For a long time I was in sincere doubt that the German origins of Ludwig Mäintzger were in Neureut.

  • Firstly, a man who has children not similar in names to our ancestor's children AND who is documented to have died in Germany just can't be our man. Saying there were TWO men with similar vital statistics and one just happened leave for America is a cop-out.
  • The second reason that I brought up in the past is that Mäintzger/Minsker is a distinct German sound that just cannot be confused with Mainzer/Meinzer.

I am happy to report that I have found our Ludwig in Germany, and although on the surface that sounds great, it raises serious questions about our current construction of his children and grandchildren. I was hoping we could share some information so that we could work out this problem together.

I can't take complete credit for "finding" Ludwig. His name is mentioned in Hank Jones's Even More Palatinate Families in connection with his 1749 emigration from Merchingen to America.

I've owned this book since its publication (2002), and honestly I had missed the reference to Ludwig until quite recently. I am quite surprised that nobody has mentioned it, given the prominence of this website and the availabilty of the information at most libraries.

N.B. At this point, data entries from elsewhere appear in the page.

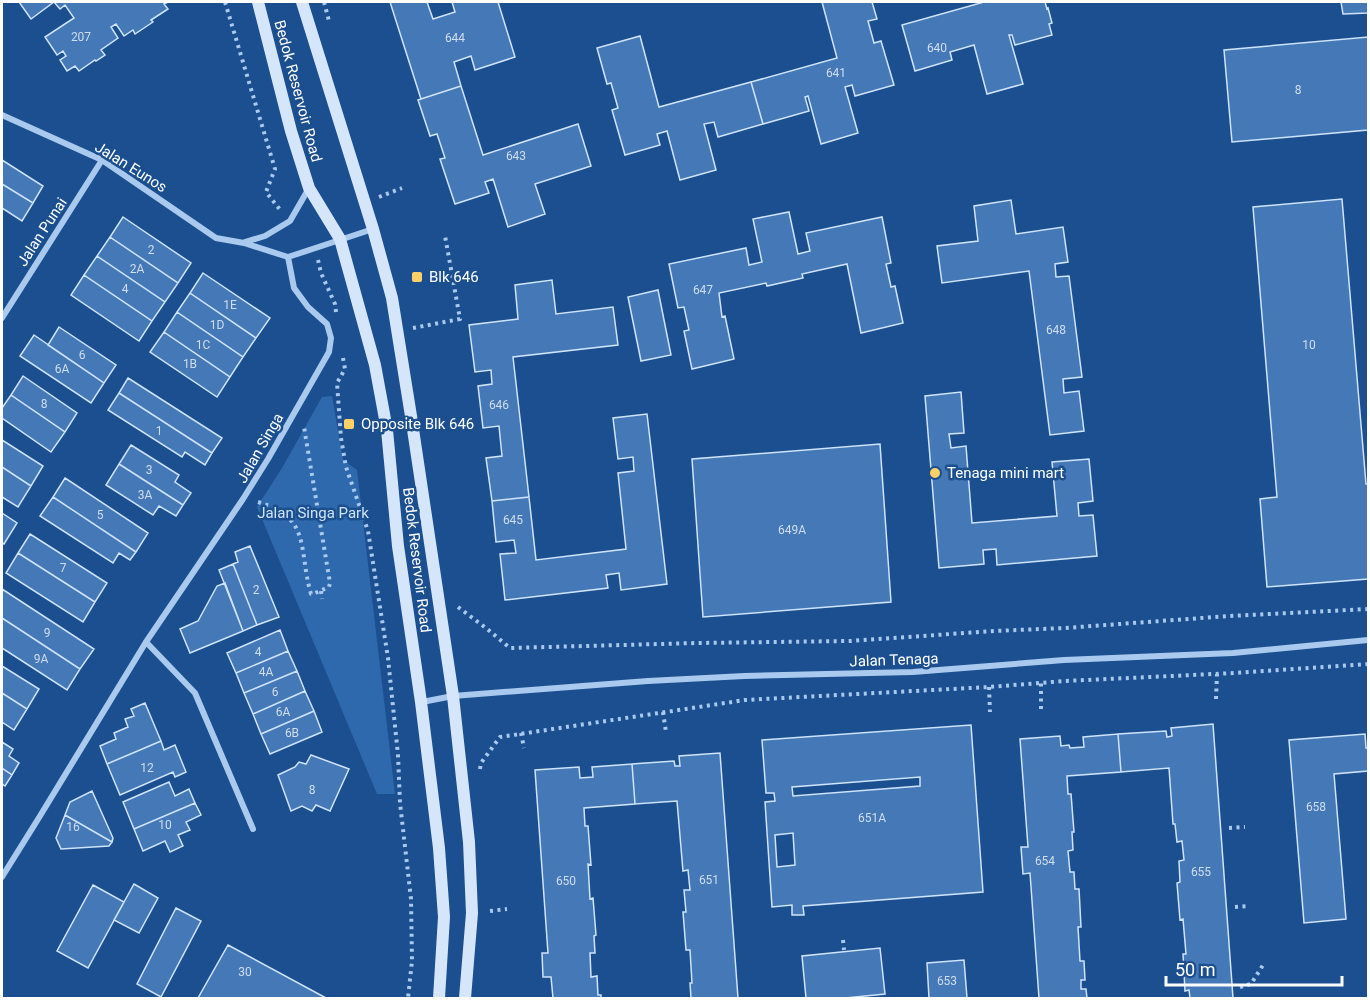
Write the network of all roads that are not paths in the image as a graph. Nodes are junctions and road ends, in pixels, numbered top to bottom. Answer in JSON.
{"nodes":[{"id":1,"x":258,"y":2,"type":"edge"},
{"id":2,"x":302,"y":2,"type":"edge"},
{"id":3,"x":2,"y":115,"type":"edge"},
{"id":4,"x":102,"y":160,"type":"junction"},
{"id":5,"x":309,"y":188,"type":"junction"},
{"id":6,"x":373,"y":229,"type":"junction"},
{"id":7,"x":340,"y":239,"type":"junction"},
{"id":8,"x":244,"y":243,"type":"junction"},
{"id":9,"x":288,"y":257,"type":"junction"},
{"id":10,"x":2,"y":318,"type":"edge"},
{"id":11,"x":1368,"y":640,"type":"edge"},
{"id":12,"x":146,"y":642,"type":"junction"},
{"id":13,"x":453,"y":696,"type":"junction"},
{"id":14,"x":421,"y":702,"type":"junction"},
{"id":15,"x":253,"y":829,"type":"dead end"},
{"id":16,"x":2,"y":877,"type":"edge"},
{"id":17,"x":439,"y":999,"type":"edge"},
{"id":18,"x":465,"y":999,"type":"edge"}],
"edges":[{"from":1,"to":5,"type":"main road","name":"Bedok Reservoir Road"},
{"from":2,"to":6,"type":"main road","name":"Bedok Reservoir Road"},
{"from":3,"to":4,"type":"street","name":"Jalan Eunos"},
{"from":4,"to":8,"type":"street","name":"Jalan Eunos"},
{"from":4,"to":10,"type":"street","name":"Jalan Punai"},
{"from":5,"to":7,"type":"main road","name":"Bedok Reservoir Road"},
{"from":5,"to":8,"type":"street"},
{"from":6,"to":7,"type":"street"},
{"from":6,"to":13,"type":"main road","name":"Bedok Reservoir Road"},
{"from":7,"to":9,"type":"street"},
{"from":7,"to":14,"type":"main road","name":"Bedok Reservoir Road"},
{"from":8,"to":9,"type":"street","name":"Jalan Eunos"},
{"from":9,"to":12,"type":"street","name":"Jalan Singa"},
{"from":11,"to":13,"type":"street","name":"Jalan Tenaga"},
{"from":12,"to":15,"type":"street"},
{"from":12,"to":16,"type":"street","name":"Jalan Singa"},
{"from":13,"to":14,"type":"street","name":"Jalan Tenaga"},
{"from":13,"to":18,"type":"main road","name":"Bedok Reservoir Road"},
{"from":14,"to":17,"type":"main road","name":"Bedok Reservoir Road"}]}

Hank's book references the article "Merchingen and Umgebung im 18. Jahrundert: Ein Familientagebuch," by Roland Seeberg-Elverfeldt, published in Wurttembrtgisch Franken, Band 41 (1957), pages 152 to 180. Translated, this is "Merchingen and Environment in the 18th Century: A Family Diary." I have a copy of the original article, but I need to work on translating it.

It is the diary of Christian Hammer of Merchingen (1705-1775), who lists 49 "souls" who left Merchingen in April or May 1749 including "Ludwig Meinzger, Bildweber, c. ux et 5 lib. - 7 Seelen" or "Ludwig Meinzger, damask weaver, with wife and 5 children - 7 souls." Keep this number in mind for later.

In any event, I am returning from a trip to Salt Lake City and a thorough evalutation of the church records of Merchingen. Here's what we have, noting that dates in used are BAPTISMS, not births. The name is spelled mostly Meintzger, but Maintzger and Maintziger do occur in the church records.

HANS LUDWIG MEINTZGER and his wife ANNA URSULA lived in Merchigen where they are recorded as the parents of Philipp Jacob (1 May 1703), Johann Ludwig (22 May 1706), Dorothea Barbara (7 Jan 1708), Hans Michael (8 Dec 1710) and Catharina Barbara (29 Dec 1712 - 22 Apr 1714).

Although the marriage records are complete back to the early 1600s, there is no record of marriage for the elder Ludwig or his wife. He died in Merchingen on 17 Mar 1759 at the age of 83 years, 6 months and 12 days. His wife, Anna Ursula, died 8 Oct 1746 at the age of 71 years and 2 months. Calculating from this we have Ludwig's birth as 5 Sep 1675 and Ursula's as Aug 1675. There are no records of baptisms for either person in Merchingen, nor is there another Meintzger family other than his.

JOHANN LUDWIG MEINTZGER, christened 22 May 1706, appears in the baptismal records with his wife ANNA CATHARINA, in 1737. There is no record of marriage in Merchingen, nor were there in several other towns in the vicinity that I checked. Ludwig and his wife, Anna Catharina, had the following children:
Dorothea Barbara (29 May 1737)
Maria Ursula (2 Jan 1740)
Johann Georg (19 Sep 1742)
Johann Ludwig (13 Mar 1745 - 30 May 1745) and
Johann Casper (9 Jul 1746).

There are no further records of this man or his children in the church records after 1746. Although christened Johann Ludwig, even in Germany the church records often only refer to him as "Ludwig". Again, this makes sense bearing in mind German naming patterns.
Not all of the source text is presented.